By "the feet," we may spiritually understand our walk and conversation. Against this Satan may aim a fearful thrust. He aims at every unguarded spot; sometimes at the loins, the seat of strength and of activity; sometimes at the heart and lungs, the conscience, the affections, and the life of God; sometimes at the feet, the walk, the conduct, and conversation.
Here is one of our greatest temptations lest Satan should entangle us in anything disgraceful, inconsistent, or unbecoming! O how we seem to walk amidst snares and temptations! and how Satan is aiming deadly blows at our legs and feet, to cut them off, and lay us low. We need, then, "greaves," as they are called, or shoes reaching half way up the legs, in order to protect them from these deadly thrusts of Satan. And what has God provided? "The preparation of the gospel of peace." There is something very sweet and expressive, though perhaps at first sight obscure, in the word "preparation." It seems to my mind to convey the idea that the "gospel of peace" is prepared for and fitted to the feet and legs. It is not a loose leather shoe that may be kicked off and on: not an old, easy slipper: but a tight, firm, strong, clasped, and buckled boot, or greave, of polished steel: "Thy shoes shall be iron and brass." This fits closely and tightly round the leg; and is "the preparation of the gospel" the leg and foot prepared for the gospel, and the gospel prepared for the leg and foot.
Thus, the apostle does not send us to Sinai to get a greave from that fiery mount, nor to the smithy of Moses and Aaron, that they may forge a piece of armour to protect and guard our life, walk, and conversation. But he sends us to the gospel, "the preparation of the gospel of peace;" not the law of war, but the gospel of peace. Here is firm standing. To be at peace with God through this gospel gives firm foothold. To be shod aright, the foot must be neither in the tight pinching boot of the law, nor in the loose slipper of our own obedience; but in the firm yet pliant, strong yet soft, easy yet impenetrable greave of the gospel. And observe, it is "the gospel of peace," not wrangling and quarrelling. Get only a sweet sense of peace into your heart; let the gospel of peace reach your soul, and you will find a piece of armour that will guard life and conduct and conversation, and be your best preservation in this wilderness from the thrusts of Satan at your daily walk.
4. To make the body armour complete, before I pass on to the shield, I shall next take in order "the Helmet of salvation," which is to cover the head. The head, we may consider, as the seat of two special things: 1, of energy, activity, authority, movement; 2, of apprehension and understanding. Now Satan aims his deadly blows at our head, sometimes to destroy and paralyse all energy and movement, all life and feeling in the things of God, and sometimes to confuse our understanding, to thrust us into some error, or draw us aside into some heresy. How stunning is a blow on the head when unprotected by any defence! All energy and movement cease. So in grace. Were our head not guarded, how should we be stunned and paralysed by Satan's blows!
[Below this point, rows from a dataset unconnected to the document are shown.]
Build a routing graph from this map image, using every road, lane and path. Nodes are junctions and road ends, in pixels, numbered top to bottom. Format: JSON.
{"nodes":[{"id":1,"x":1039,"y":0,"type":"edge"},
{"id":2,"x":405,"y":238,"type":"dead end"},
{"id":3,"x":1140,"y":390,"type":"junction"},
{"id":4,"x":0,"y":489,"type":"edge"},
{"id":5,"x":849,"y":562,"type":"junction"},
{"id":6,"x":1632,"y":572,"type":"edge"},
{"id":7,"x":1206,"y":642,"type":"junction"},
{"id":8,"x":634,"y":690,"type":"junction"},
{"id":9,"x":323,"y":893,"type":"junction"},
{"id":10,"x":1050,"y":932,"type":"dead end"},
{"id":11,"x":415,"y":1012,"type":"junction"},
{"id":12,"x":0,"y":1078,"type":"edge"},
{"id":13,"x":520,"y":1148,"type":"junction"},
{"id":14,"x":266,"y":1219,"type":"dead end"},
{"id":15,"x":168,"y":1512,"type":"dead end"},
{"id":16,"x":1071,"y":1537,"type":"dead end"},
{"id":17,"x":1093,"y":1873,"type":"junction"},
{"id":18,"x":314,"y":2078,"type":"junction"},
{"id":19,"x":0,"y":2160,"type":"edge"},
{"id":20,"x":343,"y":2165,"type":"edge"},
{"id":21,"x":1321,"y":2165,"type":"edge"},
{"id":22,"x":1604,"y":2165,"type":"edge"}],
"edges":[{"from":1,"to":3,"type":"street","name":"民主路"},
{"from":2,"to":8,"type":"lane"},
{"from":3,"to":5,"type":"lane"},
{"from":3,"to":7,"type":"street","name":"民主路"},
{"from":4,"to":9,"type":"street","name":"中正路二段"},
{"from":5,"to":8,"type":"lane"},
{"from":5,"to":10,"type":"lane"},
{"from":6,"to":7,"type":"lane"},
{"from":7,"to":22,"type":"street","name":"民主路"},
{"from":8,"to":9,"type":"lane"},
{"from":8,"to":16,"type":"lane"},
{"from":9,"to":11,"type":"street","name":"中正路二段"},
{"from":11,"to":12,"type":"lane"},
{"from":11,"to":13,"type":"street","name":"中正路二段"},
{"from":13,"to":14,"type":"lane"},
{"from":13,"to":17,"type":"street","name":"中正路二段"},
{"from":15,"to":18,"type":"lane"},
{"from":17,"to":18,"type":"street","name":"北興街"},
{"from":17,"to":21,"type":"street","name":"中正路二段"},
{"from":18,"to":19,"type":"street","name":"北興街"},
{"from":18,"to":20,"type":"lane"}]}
And we may observe, that there is an intimate relationship between consciousness and energy. The same organ, the brain, which apprehends, communicates influence to every muscle. If Satan, then. can confuse our mind. how he paralyses all the springs of motion!
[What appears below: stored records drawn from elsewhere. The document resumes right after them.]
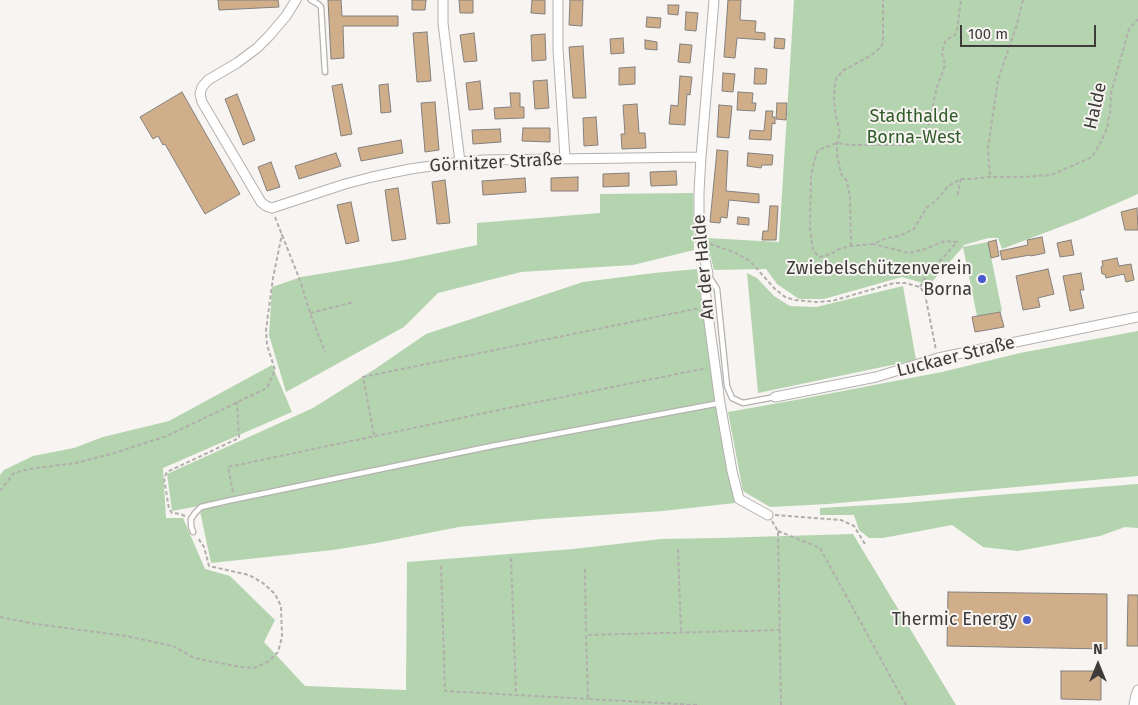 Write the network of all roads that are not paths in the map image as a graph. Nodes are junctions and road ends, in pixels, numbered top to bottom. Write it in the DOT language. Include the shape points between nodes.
graph roads {
  1 [pos="296,0"];
  2 [pos="311,0"];
  3 [pos="443,0"];
  4 [pos="558,0"];
  5 [pos="714,0"];
  6 [pos="325,72"];
  7 [pos="700,157"];
  8 [pos="565,158"];
  9 [pos="460,162"];
  10 [pos="708,274"];
  11 [pos="1138,317"];
  12 [pos="775,397"];
  13 [pos="720,404"];
  14 [pos="768,515"];
  15 [pos="193,532"];
  16 [pos="1138,690"];
  17 [pos="1134,705"];
  1 -- 9 [label="street, Görnitzer Straße" via="257,48 208,80 200,94 261,202 272,208 372,177"];
  2 -- 6 [label="lane" via="322,7"];
  3 -- 9 [label="street"];
  4 -- 8 [label="street"];
  5 -- 7 [label="street, An der Halde"];
  7 -- 8 [label="street, Görnitzer Straße"];
  7 -- 10 [label="street, An der Halde" via="700,240"];
  8 -- 9 [label="street, Görnitzer Straße"];
  10 -- 12 [label="lane" via="717,289 727,386 732,398 743,402"];
  10 -- 13 [label="street, An der Halde" via="705,286"];
  11 -- 12 [label="street, Luckaer Straße" via="938,358 876,377"];
  13 -- 14 [label="street, An der Halde" via="739,499"];
  13 -- 15 [label="lane" via="492,446 201,507 191,519"];
  16 -- 17 [label="street"];
}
Has not your mind sometimes been sadly tempted with erroneous doctrines? When you have heard of some deadly error that has been going abroad, has there not been something in it that seemed to lay hold of your mind and carnal understanding so that it seemed almost true? Now here is Satan confusing the mind, stunning and bewildering it with his plausible errors. What need, them a piece of armour to guard the head. And we have it provided: "the Helmet of salvation."
But why is "the Helmet of salvation" so suitable to the head? Because all truth contains in it salvation, and all error involves in it damnation. There are no trifling errors. All errors, examined to the root, are fatal. Satan never troubles himself to introduce an unimportant error. His blows are at the head. If you examine every error that comes abroad, you will find that it always is aimed at Christ, to deny his Godhead, his actual Sonship, the efficacy of his blood, the imputation of his righteousness, the truth of his grace, the power of his resurrection; or in some way or other to destroy and put away salvation, complete salvation, through the Person, work, and blood of Jesus. As Satan, then, aims these deadly blows at our head to confuse our judgment, we need a piece of armour to guard and shield it all around, which is called here "the Helmet of salvation."
A child of God is made very tender about the truth. To part with truth is to part with life; to embrace error is to embrace death; and the more that he lives in communion with Christ, the more he will value "the truth as it is in Jesus." Never give up truth. If you give up truth, what is there then to save your soul? But "the Helmet of salvation" must be put on and worn; and it is put on and worn when salvation is laid hold of as it stands in the Person of the Son of God. Salvation by grace, what but this can shield the head in the day of battle? Keep it firmly braced round your temples. Legality and self-righteousness, heresy and error will strike, but will glance harmlessly off the helmet of salvation.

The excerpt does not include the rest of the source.